How AI Assistance Affects Human Skill Development: A Study of Learning with Logic Puzzles
A controlled logic-puzzle experiment found that lower-cost AI assistance induces more frequent AI use, and participants who request AI assistance during the AI-access phase perform worse at the task after assistance is removed. Greater independent problem-solving effort is associated with larger gains in latent ability.
The study examines the tension between short-term performance gains from AI assistance and long-term skill development. Participants completed logic puzzles before, during, and after AI availability, with varying AI request costs. Lower-cost assistance led to more frequent AI use. Those who used AI during the access phase performed worse after assistance was removed, and their unassisted performance was overestimated when predicted from earlier AI-assisted performance.

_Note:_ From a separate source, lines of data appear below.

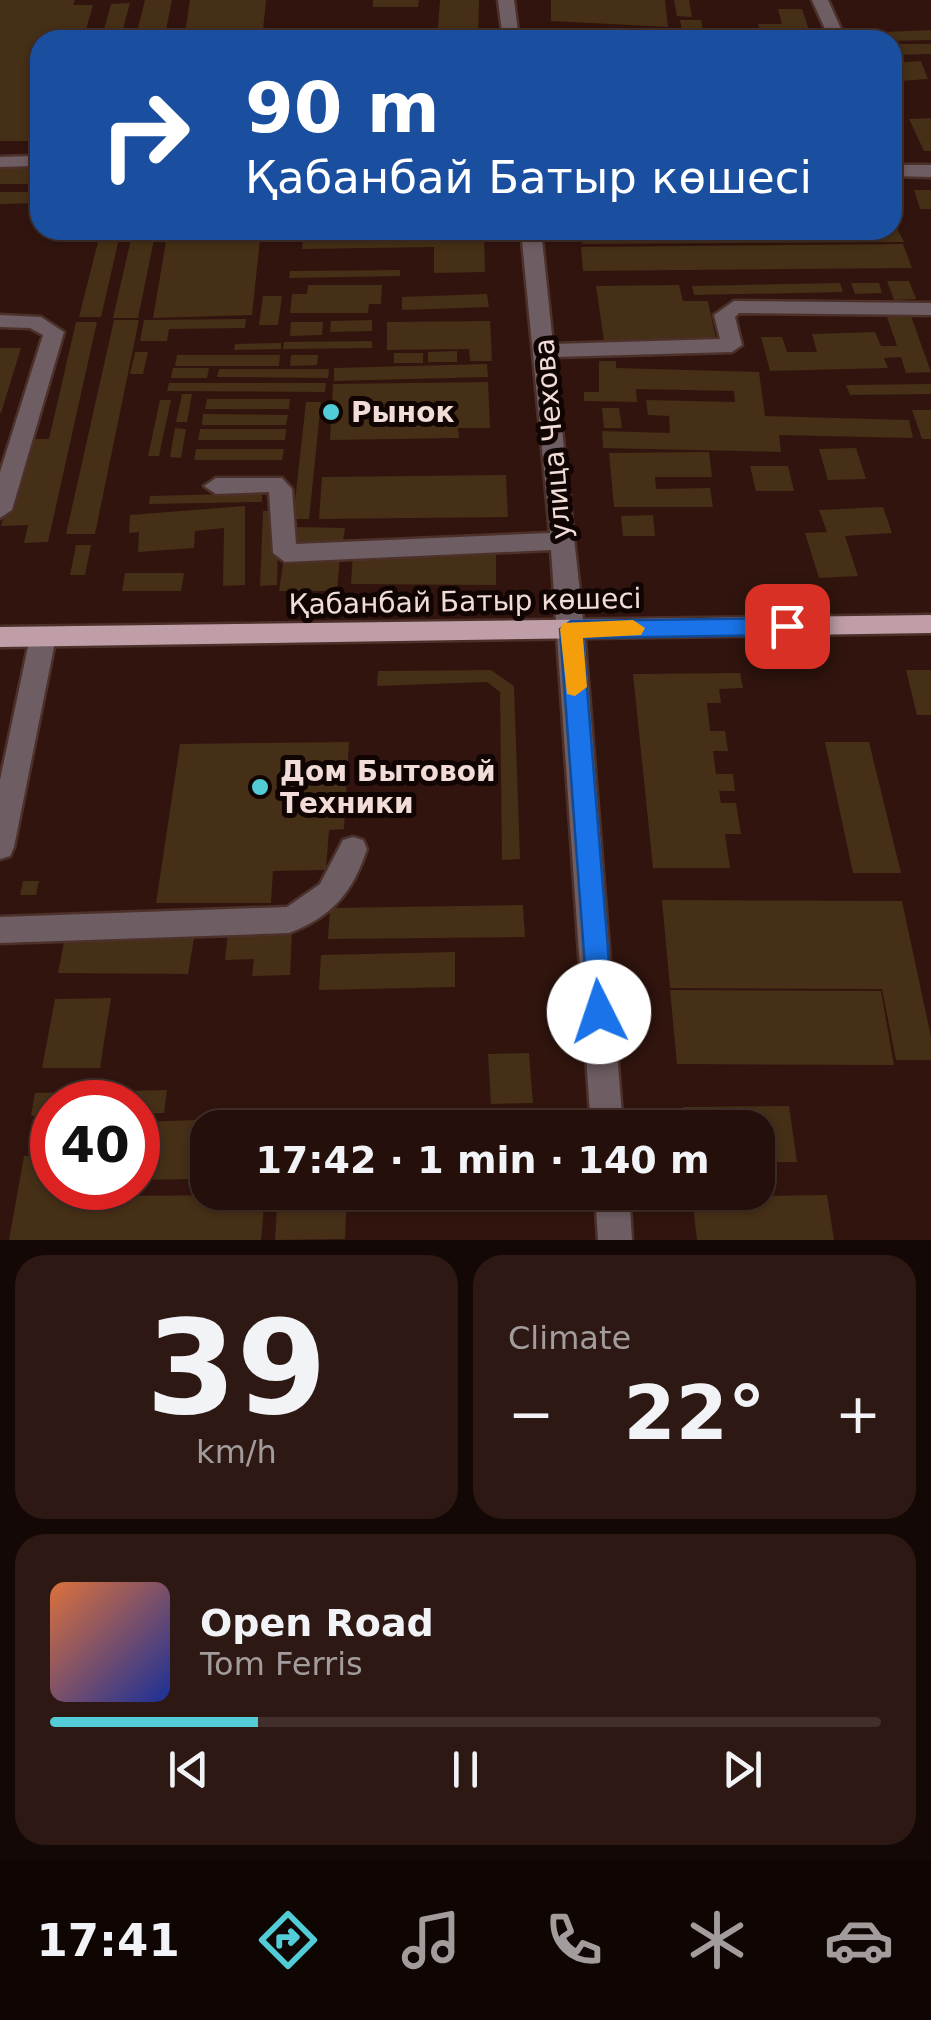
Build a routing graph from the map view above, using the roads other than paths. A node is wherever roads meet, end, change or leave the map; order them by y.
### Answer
1 (506, 0) edge
2 (820, 0) edge
3 (509, 30) edge
4 (834, 30) edge
5 (30, 161) edge
6 (0, 162) edge
7 (902, 169) edge
8 (931, 171) edge
9 (533, 240) edge
10 (931, 309) edge
11 (0, 322) edge
12 (544, 351) junction
13 (216, 486) dead end
14 (0, 510) edge
15 (562, 541) junction
16 (931, 624) edge
17 (571, 629) junction
18 (43, 637) junction
19 (0, 638) edge
20 (0, 846) edge
21 (352, 849) dead end
22 (0, 930) edge
23 (606, 1110) edge
24 (613, 1210) edge
25 (615, 1240) edge

1 - 3 street
2 - 4 street
5 - 6 street
7 - 8 street
9 - 12 street, улица Чехова
10 - 12 street
11 - 14 street
12 - 15 street, улица Чехова
13 - 15 street
15 - 17 street, улица Чехова
16 - 17 main road, Қабанбай Батыр көшесі
17 - 18 main road, Қабанбай Батыр көшесі
17 - 23 street, улица Чехова
18 - 19 main road, Қабанбай Батыр көшесі
18 - 20 street
21 - 22 street
24 - 25 street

A Bayesian latent ability model separated initial ability, post-AI ability, and skill change, showing that independent reasoning during AI access is linked to greater skill gains.

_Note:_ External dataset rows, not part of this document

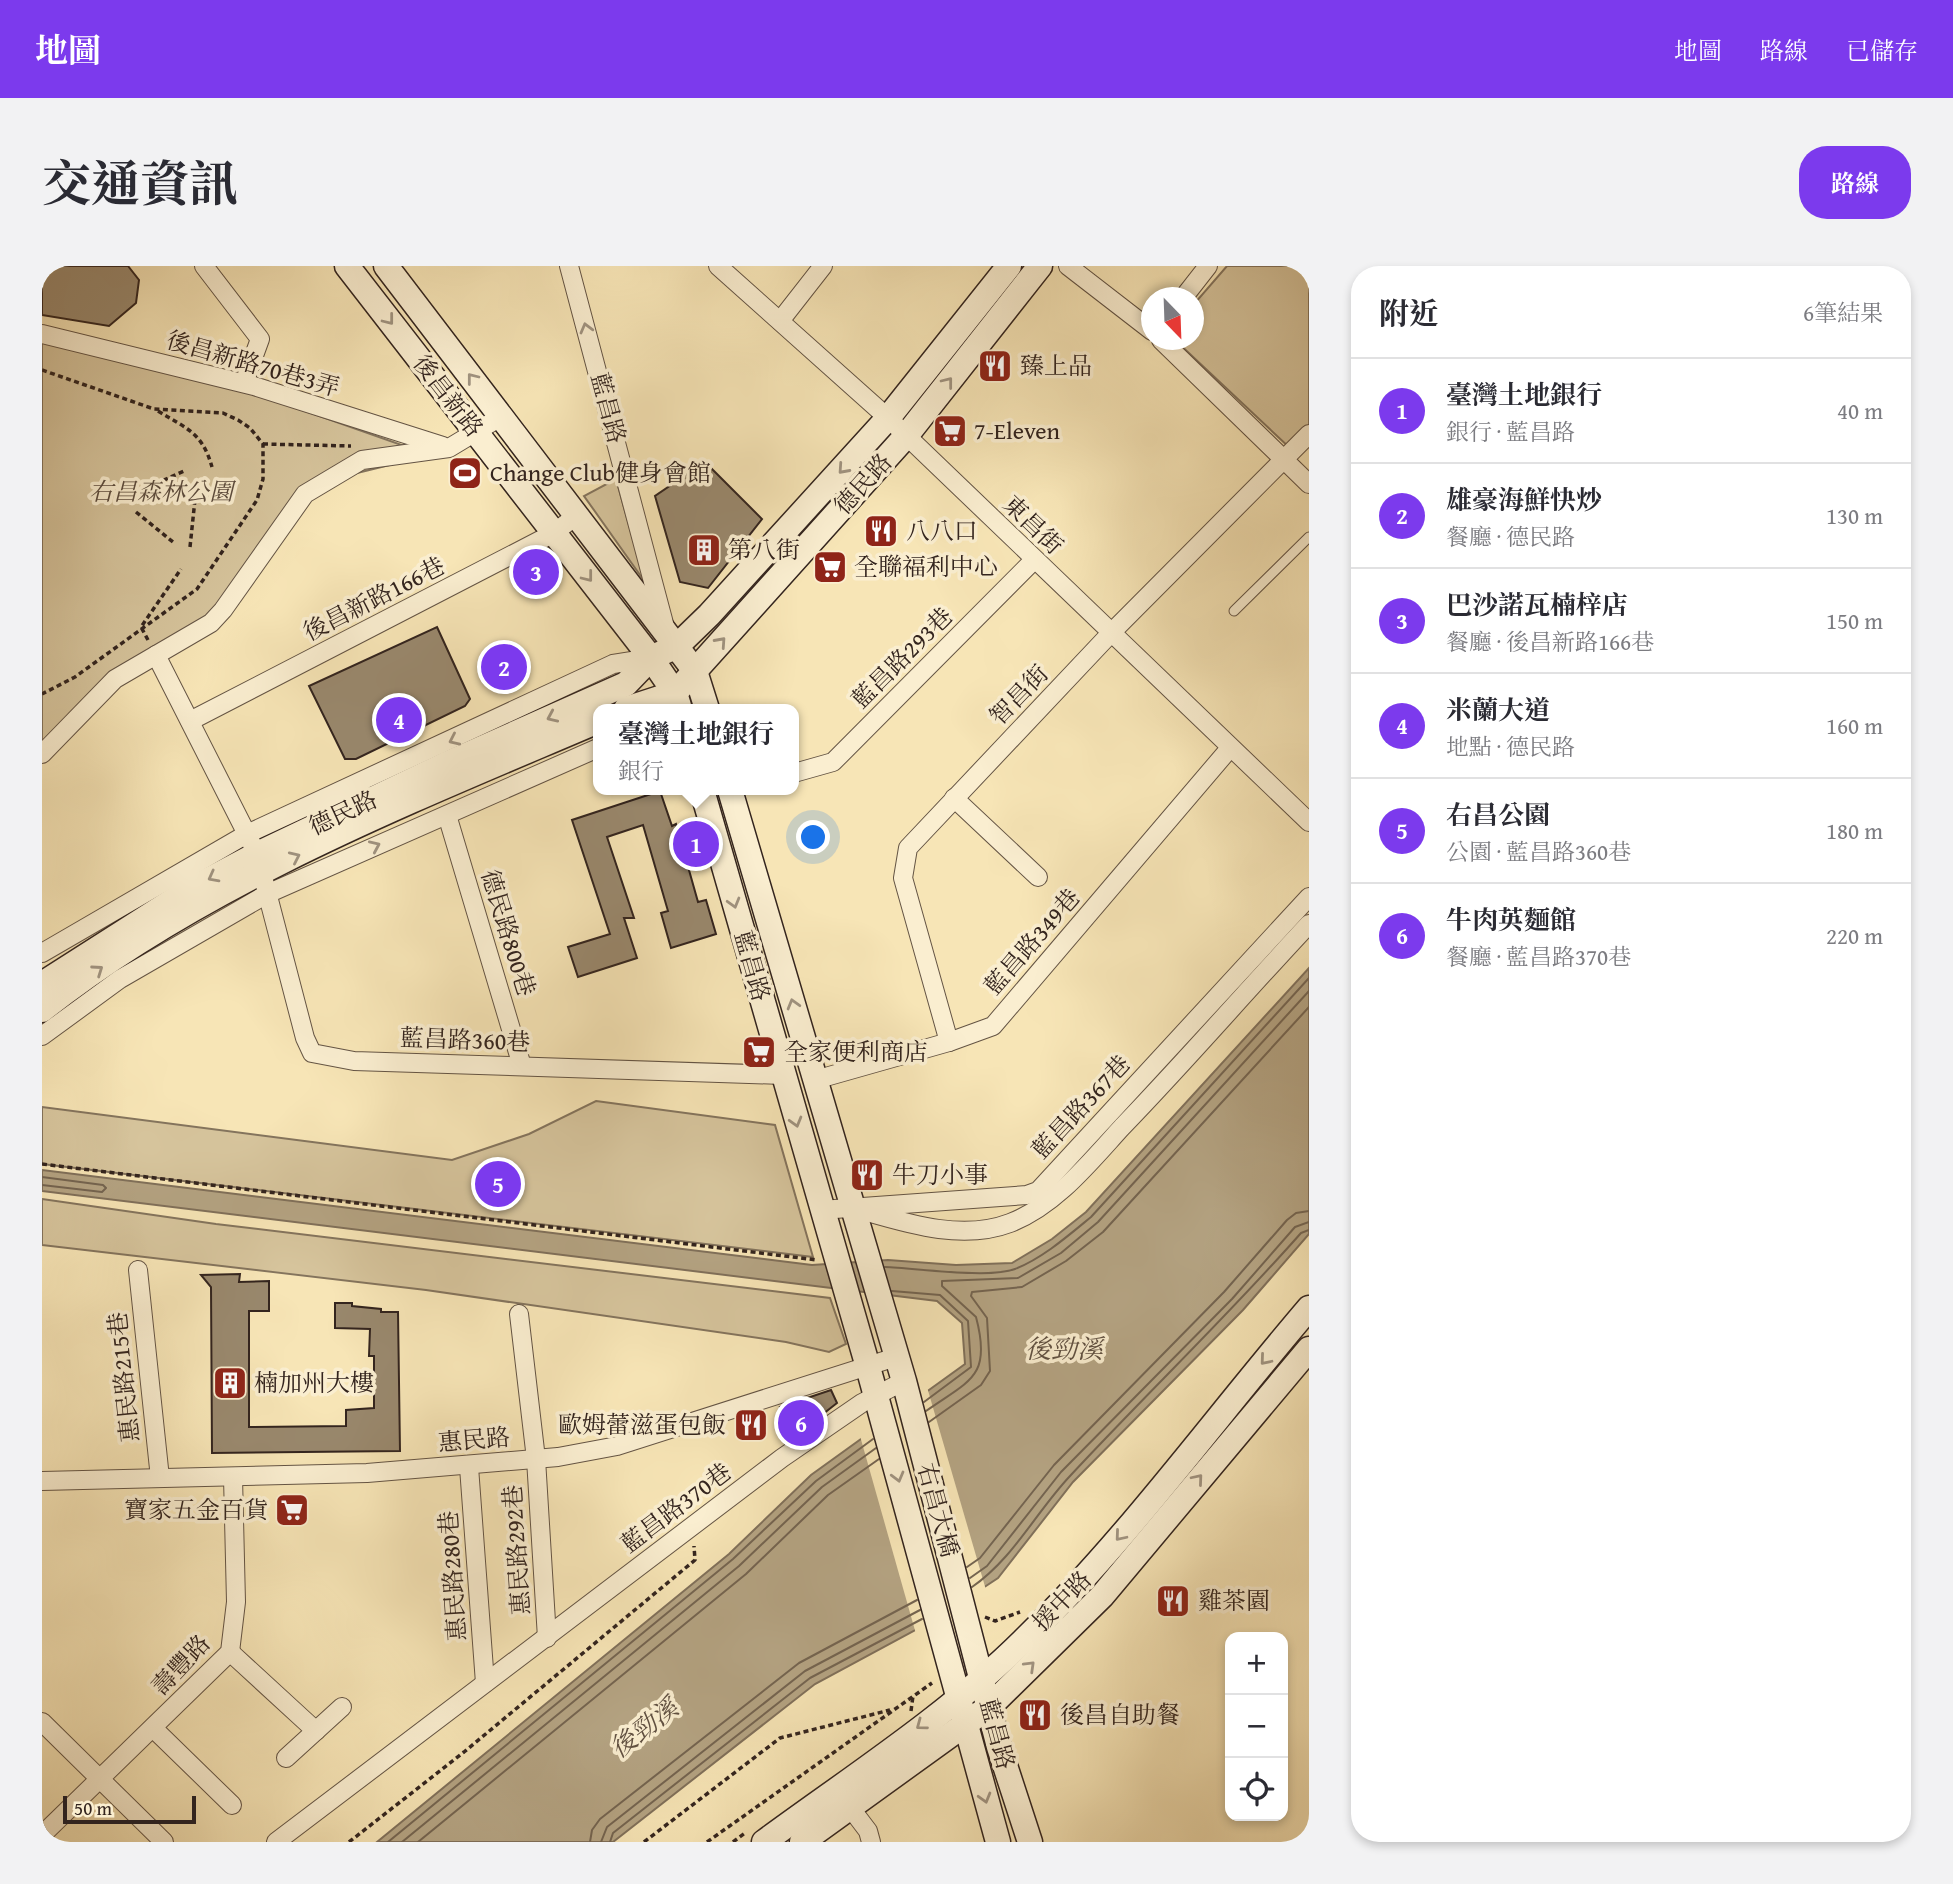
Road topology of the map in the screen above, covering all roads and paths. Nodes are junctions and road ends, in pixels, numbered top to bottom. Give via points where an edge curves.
1 (204, 266) edge
2 (347, 266) edge
3 (386, 266) edge
4 (569, 266) edge
5 (718, 266) edge
6 (823, 266) edge
7 (1009, 266) edge
8 (1040, 266) edge
9 (1068, 266) edge
10 (1209, 266) edge
11 (1192, 287) edge
12 (780, 321) junction
13 (1141, 322) edge
14 (42, 334) edge
15 (1171, 350) edge
16 (42, 370) edge
17 (244, 383) junction
18 (154, 409) junction
19 (502, 416) junction
20 (888, 418) junction
21 (478, 433) junction
22 (1309, 434) edge
23 (906, 436) junction
24 (449, 448) junction
25 (1283, 460) junction
26 (212, 467) dead end
27 (184, 471) dead end
28 (1309, 484) edge
29 (196, 490) dead end
30 (140, 491) dead end
31 (136, 512) dead end
32 (577, 515) junction
33 (554, 533) junction
34 (1309, 537) edge
35 (173, 542) dead end
36 (190, 547) dead end
37 (1034, 560) junction
38 (181, 569) dead end
39 (1234, 611) dead end
40 (141, 627) junction
41 (1110, 634) junction
42 (671, 639) junction
43 (156, 655) junction
44 (651, 659) junction
45 (695, 671) junction
46 (42, 694) edge
47 (672, 704) edge
48 (705, 704) edge
49 (190, 722) junction
50 (593, 723) edge
51 (1230, 748) junction
52 (593, 750) edge
53 (42, 754) edge
54 (799, 772) edge
55 (704, 795) edge
56 (734, 795) edge
57 (954, 798) junction
58 (447, 815) junction
59 (1309, 822) edge
60 (258, 863) junction
61 (1038, 877) dead end
62 (1309, 897) edge
63 (1309, 924) edge
64 (42, 953) edge
65 (42, 985) edge
66 (42, 1010) edge
67 (42, 1036) edge
68 (949, 1042) junction
69 (522, 1066) junction
70 (783, 1075) junction
71 (815, 1080) junction
72 (42, 1164) edge
73 (853, 1208) junction
74 (821, 1210) junction
75 (836, 1262) junction
76 (138, 1270) dead end
77 (1307, 1313) edge
78 (519, 1314) dead end
79 (1309, 1349) edge
80 (896, 1357) junction
81 (868, 1367) junction
82 (905, 1389) junction
83 (878, 1403) junction
84 (536, 1459) junction
85 (470, 1466) junction
86 (233, 1476) junction
87 (160, 1478) junction
88 (42, 1481) edge
89 (694, 1541) dead end
90 (969, 1625) joint
91 (941, 1637) joint
92 (547, 1638) junction
93 (230, 1652) junction
94 (932, 1676) dead end
95 (983, 1679) junction
96 (485, 1683) junction
97 (957, 1698) junction
98 (342, 1707) dead end
99 (989, 1707) junction
100 (894, 1709) junction
101 (42, 1722) edge
102 (964, 1723) junction
103 (154, 1729) junction
104 (316, 1731) junction
105 (286, 1758) dead end
106 (100, 1780) junction
107 (842, 1798) junction
108 (232, 1805) dead end
109 (42, 1835) edge
110 (164, 1842) edge
111 (276, 1842) edge
112 (349, 1842) edge
113 (644, 1842) edge
114 (707, 1842) edge
115 (764, 1842) edge
116 (802, 1842) edge
117 (871, 1842) edge
118 (998, 1842) edge
119 (1030, 1842) edge

1 - 17 street via 260,338
2 -> 21 street, 後昌新路
19 -> 3 street, 後昌新路
42 -> 4 street, 藍昌路
5 - 12 street, 東昌街
6 - 12 street
7 - 20 street, 德民路
23 -> 8 street, 德民路
9 - 13 street
10 - 11 street
12 - 20 street, 東昌街
14 - 17 street, 後昌新路70巷3弄
15 - 25 street
16 - 18 path
17 - 24 street, 後昌新路70巷3弄
18 - 26 path via 199,437
18 - 40 path via 223,413 238,419 263,444 263,479 257,500 197,589
19 - 21 street
19 - 32 street, 後昌新路
20 - 23 street, 東昌街
20 -> 42 street, 德民路 via 725,599
21 - 24 street
21 - 33 street, 後昌新路
22 - 25 street, 智昌街
23 - 37 street, 東昌街
45 -> 23 street, 德民路
24 - 43 street via 362,460 304,494 223,610 211,623
25 - 28 street
25 - 41 street, 智昌街
27 - 30 path
29 - 36 path
31 - 35 path
32 - 33 street, 後昌新路166巷
32 - 42 street, 後昌新路
33 -> 44 street, 後昌新路
33 - 49 street, 後昌新路166巷
34 - 39 lane
37 - 41 street, 東昌街
37 - 54 street, 藍昌路293巷 via 833,762
38 - 40 path
40 - 46 path via 75,677
41 - 51 street, 東昌街
41 - 57 street, 智昌街
42 - 44 street, 德民路
42 - 45 street, 藍昌路
43 - 49 street
43 - 53 street via 115,679
44 - 47 street
44 -> 60 street, 德民路 via 626,684
45 - 47 street, 德民路
45 - 48 street, 藍昌路
49 - 60 street
60 -> 50 street, 德民路
51 - 59 street, 東昌街
51 - 68 street, 藍昌路349巷 via 993,1026
52 - 58 street, 德民路
55 -> 70 street, 藍昌路
71 -> 56 street, 藍昌路
57 - 61 street
57 - 68 street, 智昌街 via 908,848 903,878
60 -> 58 street, 德民路
58 - 69 street, 德民路800巷
60 - 64 street, 德民路
60 -> 65 street, 德民路 via 189,890
66 -> 60 street, 德民路
60 - 67 street, 德民路 via 120,979
60 - 69 street, 藍昌路360巷 via 304,1038 312,1053 354,1061
62 - 73 street, 藍昌路367巷 via 1038,1191
63 - 73 street via 1172,1075 1050,1199 1010,1223 973,1230 917,1227
68 - 71 street, 藍昌路349巷
69 - 70 street, 藍昌路360巷
70 - 71 street
70 -> 74 street, 藍昌路
71 - 73 street, 藍昌路
72 - 75 path
73 - 74 street, 藍昌路367巷
73 - 80 street, 藍昌路
74 - 75 street, 藍昌路
75 - 81 street
76 - 87 street, 惠民路215巷
77 -> 95 street, 援中路 via 1087,1577
78 - 84 street, 惠民路292巷
99 -> 79 street, 援中路 via 1102,1596
80 - 81 street, 惠民路
80 - 82 street
81 - 83 street
81 - 84 street, 惠民路 via 617,1446
82 - 83 street, 藍昌路370巷
82 - 90 street, 右昌大橋
83 -> 91 street, 右昌大橋
83 - 92 street, 藍昌路370巷 via 782,1458
84 - 85 street, 惠民路
84 - 92 street, 惠民路292巷
85 - 86 street, 惠民路
85 - 96 street, 惠民路280巷
86 - 87 street, 惠民路
86 - 93 street, 壽豐路 via 236,1602
87 - 88 street, 惠民路
89 - 112 path via 695,1560
90 - 95 street, 藍昌路
91 - 97 street, 藍昌路
92 - 96 street, 藍昌路370巷
93 - 103 street, 壽豐路
93 - 104 street
94 - 100 path via 931,1684
95 - 97 street, 援中路
95 - 99 street, 藍昌路
96 - 111 street, 藍昌路370巷
97 - 102 street, 藍昌路
97 -> 107 street, 援中路
98 - 104 street
99 - 102 street, 援中路
99 - 119 street, 藍昌路
100 - 113 path via 780,1738
100 - 114 path
101 - 106 street
102 - 107 street, 援中路
102 -> 118 street, 藍昌路
103 - 106 street, 壽豐路
103 - 108 street
104 - 105 street
106 - 109 street, 壽豐路
106 - 110 street
107 - 115 street, 援中路
107 - 116 street, 援中路
107 - 117 street via 868,1831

The research employs a Bayesian latent ability model to disentangle initial ability, post-AI ability, and participant-specific skill change. It estimates how independent reasoning during the AI-access phase relates to skill development, finding that greater independent problem-solving effort correlates with larger gains in latent ability. This suggests that AI assistance can substitute for independent reasoning, weakening skill development.
The findings imply that AI tools designed for on-demand assistance may inadvertently reduce user skill development if they encourage over-reliance. This has implications for educational technology, professional training, and AI product design, where balancing immediate performance support with long-term skill retention is critical.
For AI product developers and enterprises, the study highlights a potential trade-off: AI assistance can boost short-term productivity but may erode employee skills over time. This could affect training programs, performance evaluation, and the design of AI copilots to ensure they support rather than undermine human capability.
Future research may explore interventions to mitigate skill loss, such as prompting users to attempt problems independently before accessing AI, or designing AI assistance that scaffolds rather than replaces reasoning. The study also suggests the need for longitudinal studies to assess long-term skill trajectories in real-world settings.